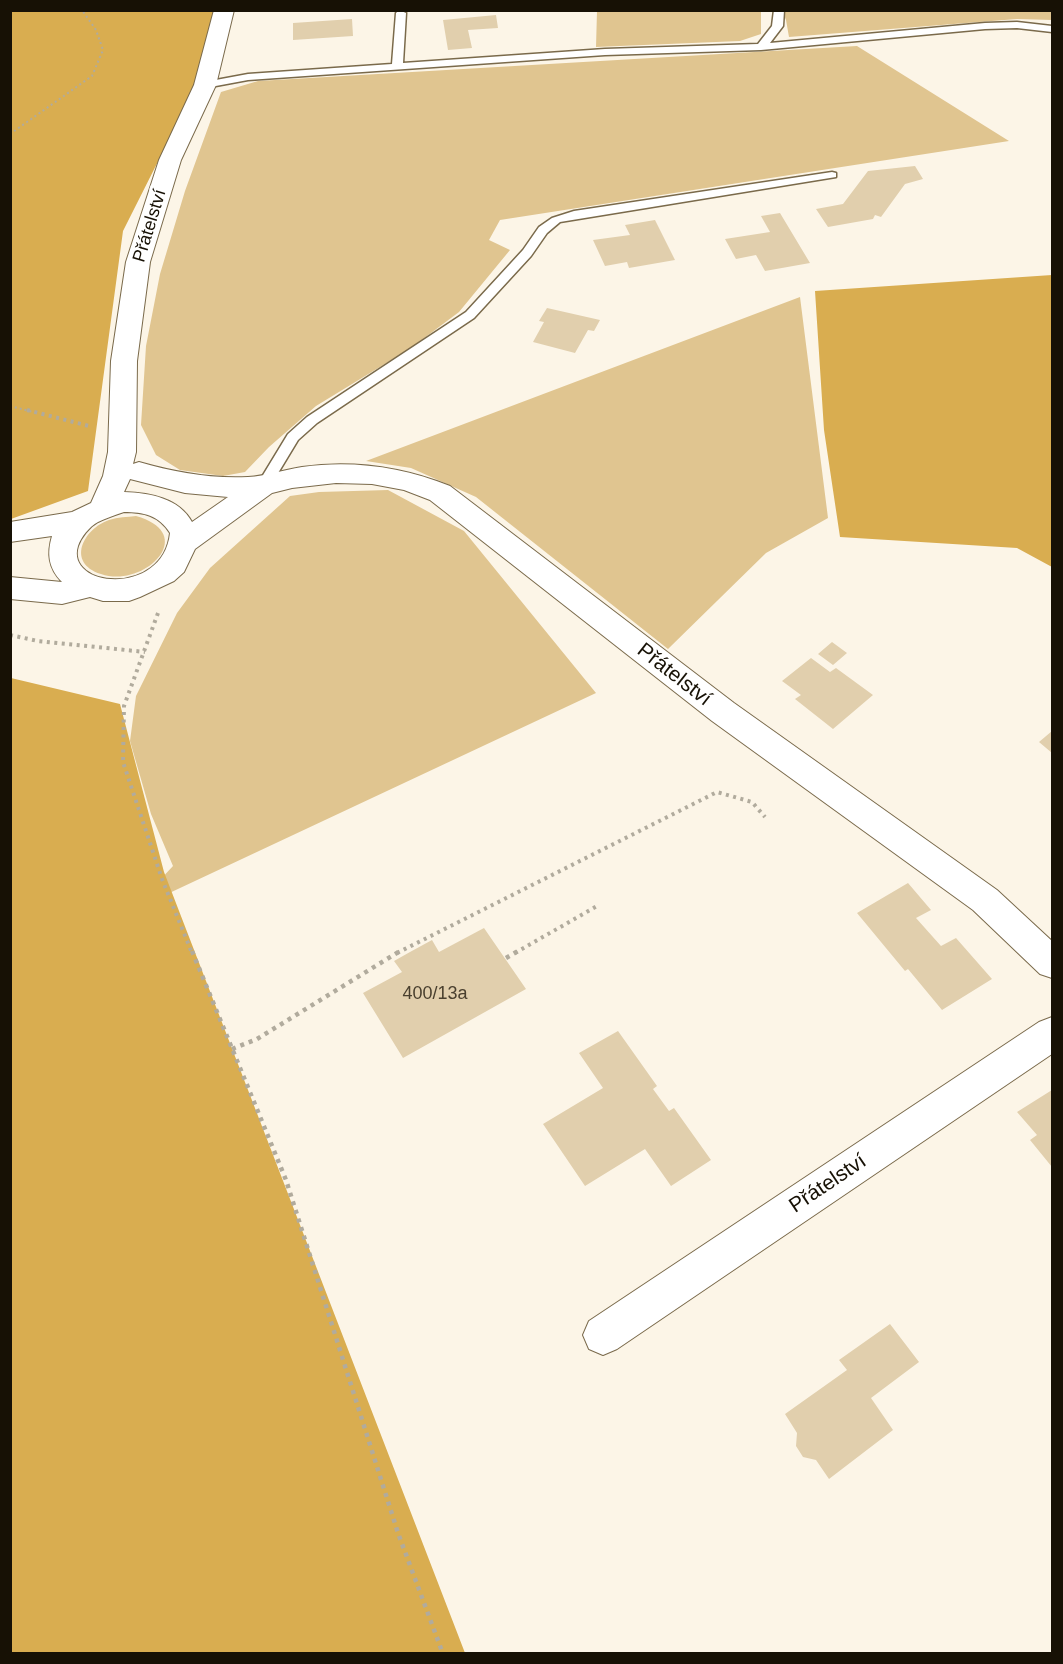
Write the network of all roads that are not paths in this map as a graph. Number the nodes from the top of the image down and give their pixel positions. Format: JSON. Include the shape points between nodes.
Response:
{"nodes":[{"id":1,"x":224,"y":10,"type":"edge"},
{"id":2,"x":779,"y":10,"type":"edge"},
{"id":3,"x":401,"y":14,"type":"dead end"},
{"id":4,"x":1053,"y":29,"type":"edge"},
{"id":5,"x":761,"y":47,"type":"junction"},
{"id":6,"x":397,"y":67,"type":"junction"},
{"id":7,"x":205,"y":85,"type":"junction"},
{"id":8,"x":832,"y":175,"type":"dead end"},
{"id":9,"x":131,"y":462,"type":"junction"},
{"id":10,"x":218,"y":485,"type":"junction"},
{"id":11,"x":264,"y":485,"type":"junction"},
{"id":12,"x":152,"y":505,"type":"junction"},
{"id":13,"x":104,"y":506,"type":"junction"},
{"id":14,"x":76,"y":522,"type":"junction"},
{"id":15,"x":10,"y":532,"type":"edge"},
{"id":16,"x":184,"y":543,"type":"junction"},
{"id":17,"x":89,"y":587,"type":"junction"},
{"id":18,"x":10,"y":588,"type":"edge"},
{"id":19,"x":1053,"y":963,"type":"edge"},
{"id":20,"x":1053,"y":1034,"type":"edge"},
{"id":21,"x":603,"y":1335,"type":"dead end"}],
"edges":[{"from":1,"to":7,"type":"street","name":"Přátelství"},
{"from":2,"to":5,"type":"lane","via":[[777,27]]},
{"from":3,"to":6,"type":"lane"},
{"from":4,"to":5,"type":"lane","via":[[985,26]]},
{"from":5,"to":6,"type":"lane","via":[[605,52]]},
{"from":6,"to":7,"type":"lane","via":[[249,77]]},
{"from":7,"to":9,"type":"street","name":"Přátelství","via":[[170,160],[138,262],[124,361]]},
{"from":8,"to":11,"type":"lane","via":[[574,214],[556,220],[470,315],[299,431]]},
{"from":9,"to":10,"type":"street","name":"Přátelství","via":[[183,484]]},
{"from":9,"to":12,"type":"street","name":"Přátelství"},
{"from":9,"to":13,"type":"street","name":"Přátelství","via":[[117,476]]},
{"from":10,"to":11,"type":"street","name":"Přátelství"},
{"from":10,"to":12,"type":"street","name":"Přátelství"},
{"from":11,"to":16,"type":"street","name":"Přátelství"},
{"from":11,"to":19,"type":"street","name":"Přátelství","via":[[301,477],[362,474],[395,478],[440,493],[723,712],[985,900]]},
{"from":12,"to":13,"type":"street","name":"Přátelství","via":[[121,502]]},
{"from":12,"to":16,"type":"street","via":[[170,513],[181,524]]},
{"from":13,"to":14,"type":"street","name":"Přátelství"},
{"from":14,"to":15,"type":"street"},
{"from":14,"to":17,"type":"street","via":[[60,551],[63,566],[73,579]]},
{"from":16,"to":17,"type":"street","name":"Přátelství","via":[[176,563],[151,582],[109,591]]},
{"from":17,"to":18,"type":"street","via":[[62,593]]},
{"from":20,"to":21,"type":"street","name":"Přátelství"}]}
────────────────────
• [WORK ITEM] In the listing above, find every line with the word "junction" and copy it.

• [ANSWER TO THIS TASK]
{"id":5,"x":761,"y":47,"type":"junction"},
{"id":6,"x":397,"y":67,"type":"junction"},
{"id":7,"x":205,"y":85,"type":"junction"},
{"id":9,"x":131,"y":462,"type":"junction"},
{"id":10,"x":218,"y":485,"type":"junction"},
{"id":11,"x":264,"y":485,"type":"junction"},
{"id":12,"x":152,"y":505,"type":"junction"},
{"id":13,"x":104,"y":506,"type":"junction"},
{"id":14,"x":76,"y":522,"type":"junction"},
{"id":16,"x":184,"y":543,"type":"junction"},
{"id":17,"x":89,"y":587,"type":"junction"},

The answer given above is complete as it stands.